**Task details:**
Copy the data exactly, keeping every line intact.

**Collected data:**
────────────────

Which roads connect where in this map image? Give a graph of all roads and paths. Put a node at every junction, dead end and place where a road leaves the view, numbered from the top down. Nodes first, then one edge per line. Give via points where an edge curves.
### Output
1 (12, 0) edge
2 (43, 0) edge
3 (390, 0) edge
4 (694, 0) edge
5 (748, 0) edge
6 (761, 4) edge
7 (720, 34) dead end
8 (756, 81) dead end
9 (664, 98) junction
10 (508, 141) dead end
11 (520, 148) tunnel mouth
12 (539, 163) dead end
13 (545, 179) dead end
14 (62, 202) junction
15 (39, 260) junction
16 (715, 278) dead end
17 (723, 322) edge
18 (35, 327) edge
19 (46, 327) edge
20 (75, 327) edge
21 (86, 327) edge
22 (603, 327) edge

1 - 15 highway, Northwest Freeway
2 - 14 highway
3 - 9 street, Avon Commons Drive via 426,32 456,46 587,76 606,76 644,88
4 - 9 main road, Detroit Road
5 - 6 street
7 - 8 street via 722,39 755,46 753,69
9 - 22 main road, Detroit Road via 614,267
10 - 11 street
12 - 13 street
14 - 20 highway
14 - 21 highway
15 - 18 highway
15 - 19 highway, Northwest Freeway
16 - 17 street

────────────────

**Expected output:**
Which roads connect where in this map image? Give a graph of all roads and paths. Put a node at every junction, dead end and place where a road leaves the view, numbered from the top down. Nodes first, then one edge per line. Give via points where an edge curves.
### Output
1 (12, 0) edge
2 (43, 0) edge
3 (390, 0) edge
4 (694, 0) edge
5 (748, 0) edge
6 (761, 4) edge
7 (720, 34) dead end
8 (756, 81) dead end
9 (664, 98) junction
10 (508, 141) dead end
11 (520, 148) tunnel mouth
12 (539, 163) dead end
13 (545, 179) dead end
14 (62, 202) junction
15 (39, 260) junction
16 (715, 278) dead end
17 (723, 322) edge
18 (35, 327) edge
19 (46, 327) edge
20 (75, 327) edge
21 (86, 327) edge
22 (603, 327) edge

1 - 15 highway, Northwest Freeway
2 - 14 highway
3 - 9 street, Avon Commons Drive via 426,32 456,46 587,76 606,76 644,88
4 - 9 main road, Detroit Road
5 - 6 street
7 - 8 street via 722,39 755,46 753,69
9 - 22 main road, Detroit Road via 614,267
10 - 11 street
12 - 13 street
14 - 20 highway
14 - 21 highway
15 - 18 highway
15 - 19 highway, Northwest Freeway
16 - 17 street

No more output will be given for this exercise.